#### Aim of the exercise
Go through the data below. List every line that holds the word "Karavan".

#### Available data
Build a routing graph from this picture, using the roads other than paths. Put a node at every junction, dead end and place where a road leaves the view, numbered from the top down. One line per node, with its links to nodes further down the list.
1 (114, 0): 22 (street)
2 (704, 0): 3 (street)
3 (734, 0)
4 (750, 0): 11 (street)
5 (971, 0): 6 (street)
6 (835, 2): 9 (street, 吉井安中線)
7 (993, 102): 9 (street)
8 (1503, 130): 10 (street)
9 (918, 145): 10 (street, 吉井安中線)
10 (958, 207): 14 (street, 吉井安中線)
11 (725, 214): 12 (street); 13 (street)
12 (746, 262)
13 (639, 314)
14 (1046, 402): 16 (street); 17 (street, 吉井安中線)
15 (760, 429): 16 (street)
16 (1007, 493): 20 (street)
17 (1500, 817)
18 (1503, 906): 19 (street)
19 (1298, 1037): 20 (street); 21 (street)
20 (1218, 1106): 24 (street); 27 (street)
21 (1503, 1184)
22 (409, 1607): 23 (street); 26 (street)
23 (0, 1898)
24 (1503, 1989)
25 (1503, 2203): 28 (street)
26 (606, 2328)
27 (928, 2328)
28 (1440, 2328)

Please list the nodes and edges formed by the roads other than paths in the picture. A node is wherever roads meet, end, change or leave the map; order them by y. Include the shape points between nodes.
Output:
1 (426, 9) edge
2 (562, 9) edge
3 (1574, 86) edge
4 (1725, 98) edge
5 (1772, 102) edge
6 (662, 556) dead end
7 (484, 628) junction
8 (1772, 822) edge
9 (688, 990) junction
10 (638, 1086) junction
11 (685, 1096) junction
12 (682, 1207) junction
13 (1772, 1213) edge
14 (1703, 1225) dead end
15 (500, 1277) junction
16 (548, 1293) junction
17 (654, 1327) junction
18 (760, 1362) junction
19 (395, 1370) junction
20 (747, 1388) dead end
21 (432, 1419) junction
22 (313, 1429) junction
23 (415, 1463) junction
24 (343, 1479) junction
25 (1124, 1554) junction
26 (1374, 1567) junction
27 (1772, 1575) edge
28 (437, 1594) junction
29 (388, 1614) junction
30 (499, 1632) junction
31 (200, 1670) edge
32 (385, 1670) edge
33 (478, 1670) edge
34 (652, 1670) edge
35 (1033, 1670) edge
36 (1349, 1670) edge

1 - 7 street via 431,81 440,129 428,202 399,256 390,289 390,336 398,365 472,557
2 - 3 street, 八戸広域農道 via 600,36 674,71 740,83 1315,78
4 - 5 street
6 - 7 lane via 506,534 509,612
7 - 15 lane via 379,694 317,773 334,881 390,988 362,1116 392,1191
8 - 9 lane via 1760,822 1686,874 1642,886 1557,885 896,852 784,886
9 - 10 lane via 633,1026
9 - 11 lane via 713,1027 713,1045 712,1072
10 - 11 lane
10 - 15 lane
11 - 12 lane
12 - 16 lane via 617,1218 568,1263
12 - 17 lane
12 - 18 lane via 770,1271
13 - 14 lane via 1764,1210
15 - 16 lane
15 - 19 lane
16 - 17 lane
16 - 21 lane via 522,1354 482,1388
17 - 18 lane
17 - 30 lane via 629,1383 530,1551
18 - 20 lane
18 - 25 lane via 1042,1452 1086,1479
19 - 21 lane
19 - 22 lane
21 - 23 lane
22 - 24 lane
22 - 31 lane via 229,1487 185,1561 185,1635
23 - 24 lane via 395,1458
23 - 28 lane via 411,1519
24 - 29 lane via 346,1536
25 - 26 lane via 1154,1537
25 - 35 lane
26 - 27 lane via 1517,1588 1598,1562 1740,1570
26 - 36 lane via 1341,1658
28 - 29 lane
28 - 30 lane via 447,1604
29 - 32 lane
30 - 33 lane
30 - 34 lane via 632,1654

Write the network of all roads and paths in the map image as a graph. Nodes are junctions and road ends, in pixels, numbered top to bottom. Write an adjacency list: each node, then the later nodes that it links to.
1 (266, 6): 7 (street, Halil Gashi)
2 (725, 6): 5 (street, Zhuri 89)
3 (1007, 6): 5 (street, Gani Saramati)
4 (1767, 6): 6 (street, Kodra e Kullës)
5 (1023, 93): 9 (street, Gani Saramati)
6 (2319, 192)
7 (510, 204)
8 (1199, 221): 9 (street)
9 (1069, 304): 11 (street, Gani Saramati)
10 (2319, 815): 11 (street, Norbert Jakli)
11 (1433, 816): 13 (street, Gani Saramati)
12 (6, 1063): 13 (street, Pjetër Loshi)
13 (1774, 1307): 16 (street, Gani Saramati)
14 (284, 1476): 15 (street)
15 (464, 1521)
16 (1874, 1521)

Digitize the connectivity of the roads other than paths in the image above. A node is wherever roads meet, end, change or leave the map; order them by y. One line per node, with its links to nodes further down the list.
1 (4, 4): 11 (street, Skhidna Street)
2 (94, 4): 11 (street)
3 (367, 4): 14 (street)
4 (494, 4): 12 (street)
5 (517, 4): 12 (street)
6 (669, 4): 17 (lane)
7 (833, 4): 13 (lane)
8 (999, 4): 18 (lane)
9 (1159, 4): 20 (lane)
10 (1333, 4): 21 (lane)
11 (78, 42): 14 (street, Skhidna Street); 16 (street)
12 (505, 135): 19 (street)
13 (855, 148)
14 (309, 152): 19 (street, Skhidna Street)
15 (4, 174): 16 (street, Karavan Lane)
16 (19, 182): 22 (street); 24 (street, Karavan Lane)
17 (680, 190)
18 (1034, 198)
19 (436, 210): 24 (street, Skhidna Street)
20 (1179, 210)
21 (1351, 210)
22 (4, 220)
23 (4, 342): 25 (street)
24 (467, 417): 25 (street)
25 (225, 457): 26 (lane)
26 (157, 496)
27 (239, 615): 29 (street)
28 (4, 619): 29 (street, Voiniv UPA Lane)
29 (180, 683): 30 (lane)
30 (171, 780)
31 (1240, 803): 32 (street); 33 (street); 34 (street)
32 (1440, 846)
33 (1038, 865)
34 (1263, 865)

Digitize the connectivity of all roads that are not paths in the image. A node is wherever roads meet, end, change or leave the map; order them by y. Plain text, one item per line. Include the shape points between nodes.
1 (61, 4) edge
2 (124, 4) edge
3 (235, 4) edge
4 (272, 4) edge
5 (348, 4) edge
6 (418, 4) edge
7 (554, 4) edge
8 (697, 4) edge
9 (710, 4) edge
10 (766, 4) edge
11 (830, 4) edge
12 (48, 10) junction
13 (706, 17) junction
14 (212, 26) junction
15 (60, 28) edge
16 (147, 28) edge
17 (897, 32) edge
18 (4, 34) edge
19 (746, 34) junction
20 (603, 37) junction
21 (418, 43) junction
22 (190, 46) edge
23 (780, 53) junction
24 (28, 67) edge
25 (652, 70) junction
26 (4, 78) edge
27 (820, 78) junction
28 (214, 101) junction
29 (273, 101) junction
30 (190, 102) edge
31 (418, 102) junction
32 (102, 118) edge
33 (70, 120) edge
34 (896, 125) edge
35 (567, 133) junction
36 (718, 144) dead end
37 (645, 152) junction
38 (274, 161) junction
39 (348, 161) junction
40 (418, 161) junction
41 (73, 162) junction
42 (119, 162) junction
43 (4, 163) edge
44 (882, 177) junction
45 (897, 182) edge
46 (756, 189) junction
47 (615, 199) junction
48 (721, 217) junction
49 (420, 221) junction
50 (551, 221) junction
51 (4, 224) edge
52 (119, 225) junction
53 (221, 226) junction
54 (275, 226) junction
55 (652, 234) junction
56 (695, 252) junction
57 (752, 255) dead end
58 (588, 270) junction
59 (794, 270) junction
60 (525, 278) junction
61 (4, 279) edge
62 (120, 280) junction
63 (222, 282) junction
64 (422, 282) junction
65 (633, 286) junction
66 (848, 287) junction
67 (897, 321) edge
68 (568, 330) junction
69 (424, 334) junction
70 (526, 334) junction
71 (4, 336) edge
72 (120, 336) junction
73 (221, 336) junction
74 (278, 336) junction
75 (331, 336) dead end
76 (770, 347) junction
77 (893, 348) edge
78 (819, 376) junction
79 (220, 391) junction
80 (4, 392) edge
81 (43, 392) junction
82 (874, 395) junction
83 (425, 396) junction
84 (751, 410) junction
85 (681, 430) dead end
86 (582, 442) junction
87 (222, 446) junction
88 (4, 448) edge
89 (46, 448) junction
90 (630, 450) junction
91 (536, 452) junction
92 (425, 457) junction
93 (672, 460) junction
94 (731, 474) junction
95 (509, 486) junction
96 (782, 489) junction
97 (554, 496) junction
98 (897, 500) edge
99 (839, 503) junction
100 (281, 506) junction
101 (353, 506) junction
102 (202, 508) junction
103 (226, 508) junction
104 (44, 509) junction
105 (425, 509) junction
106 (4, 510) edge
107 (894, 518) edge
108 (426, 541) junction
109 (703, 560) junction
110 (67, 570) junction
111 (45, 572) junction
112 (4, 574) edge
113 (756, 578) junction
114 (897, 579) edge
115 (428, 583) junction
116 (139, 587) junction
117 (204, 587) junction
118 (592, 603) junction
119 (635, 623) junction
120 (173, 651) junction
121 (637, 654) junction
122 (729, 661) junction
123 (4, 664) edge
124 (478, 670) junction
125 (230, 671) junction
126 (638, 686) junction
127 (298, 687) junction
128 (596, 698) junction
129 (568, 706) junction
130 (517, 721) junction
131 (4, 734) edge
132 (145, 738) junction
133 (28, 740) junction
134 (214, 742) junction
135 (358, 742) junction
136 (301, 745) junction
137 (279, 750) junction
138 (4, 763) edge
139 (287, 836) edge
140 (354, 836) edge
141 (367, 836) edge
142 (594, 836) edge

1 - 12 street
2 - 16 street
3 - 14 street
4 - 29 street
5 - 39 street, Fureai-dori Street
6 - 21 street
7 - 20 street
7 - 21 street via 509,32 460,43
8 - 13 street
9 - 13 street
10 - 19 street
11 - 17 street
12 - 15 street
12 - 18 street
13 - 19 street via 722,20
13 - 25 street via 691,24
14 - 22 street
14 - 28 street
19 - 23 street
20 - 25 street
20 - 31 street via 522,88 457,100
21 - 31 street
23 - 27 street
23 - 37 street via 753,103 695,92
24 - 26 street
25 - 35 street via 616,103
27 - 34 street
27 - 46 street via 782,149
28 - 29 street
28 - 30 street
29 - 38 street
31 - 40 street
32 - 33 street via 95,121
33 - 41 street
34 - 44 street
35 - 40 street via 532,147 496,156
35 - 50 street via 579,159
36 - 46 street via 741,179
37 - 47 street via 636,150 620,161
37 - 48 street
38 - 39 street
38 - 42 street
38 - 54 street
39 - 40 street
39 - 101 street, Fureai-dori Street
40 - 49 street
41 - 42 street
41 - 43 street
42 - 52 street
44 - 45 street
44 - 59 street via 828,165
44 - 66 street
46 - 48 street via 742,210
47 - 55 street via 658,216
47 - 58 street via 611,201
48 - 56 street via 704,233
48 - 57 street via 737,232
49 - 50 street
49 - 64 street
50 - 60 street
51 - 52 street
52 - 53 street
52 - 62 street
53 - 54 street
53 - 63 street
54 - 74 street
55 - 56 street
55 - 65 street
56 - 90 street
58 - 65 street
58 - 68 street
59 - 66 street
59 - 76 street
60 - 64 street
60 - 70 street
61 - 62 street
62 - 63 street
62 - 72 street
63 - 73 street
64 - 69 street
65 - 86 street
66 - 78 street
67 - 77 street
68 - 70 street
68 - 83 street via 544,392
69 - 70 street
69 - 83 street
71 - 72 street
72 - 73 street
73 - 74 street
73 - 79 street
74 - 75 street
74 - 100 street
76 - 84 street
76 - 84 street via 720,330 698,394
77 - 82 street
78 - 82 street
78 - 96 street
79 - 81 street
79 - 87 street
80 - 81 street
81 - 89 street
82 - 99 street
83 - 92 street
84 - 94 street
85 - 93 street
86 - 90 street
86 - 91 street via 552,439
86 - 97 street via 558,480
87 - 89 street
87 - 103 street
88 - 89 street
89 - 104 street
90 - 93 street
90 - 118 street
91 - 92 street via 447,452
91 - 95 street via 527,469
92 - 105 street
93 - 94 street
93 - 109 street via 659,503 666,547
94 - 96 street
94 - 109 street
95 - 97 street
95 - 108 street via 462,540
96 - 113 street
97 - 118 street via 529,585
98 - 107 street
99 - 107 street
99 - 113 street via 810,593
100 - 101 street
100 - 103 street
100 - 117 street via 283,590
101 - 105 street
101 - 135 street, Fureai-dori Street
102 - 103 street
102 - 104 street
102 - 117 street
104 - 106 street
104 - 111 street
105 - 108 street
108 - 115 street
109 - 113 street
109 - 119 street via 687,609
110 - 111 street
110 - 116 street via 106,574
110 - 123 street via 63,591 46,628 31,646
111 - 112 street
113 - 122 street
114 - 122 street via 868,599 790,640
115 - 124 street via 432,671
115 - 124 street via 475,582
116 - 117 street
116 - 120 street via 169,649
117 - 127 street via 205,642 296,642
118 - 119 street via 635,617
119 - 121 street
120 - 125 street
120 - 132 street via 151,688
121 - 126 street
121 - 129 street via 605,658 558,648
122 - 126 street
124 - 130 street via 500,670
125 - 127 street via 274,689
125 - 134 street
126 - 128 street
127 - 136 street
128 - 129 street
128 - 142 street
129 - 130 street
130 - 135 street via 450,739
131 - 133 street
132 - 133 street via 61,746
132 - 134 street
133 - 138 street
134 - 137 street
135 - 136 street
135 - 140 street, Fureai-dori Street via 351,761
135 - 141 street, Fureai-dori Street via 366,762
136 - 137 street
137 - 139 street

#### Reply to the exercise
15 (4, 174): 16 (street, Karavan Lane)
16 (19, 182): 22 (street); 24 (street, Karavan Lane)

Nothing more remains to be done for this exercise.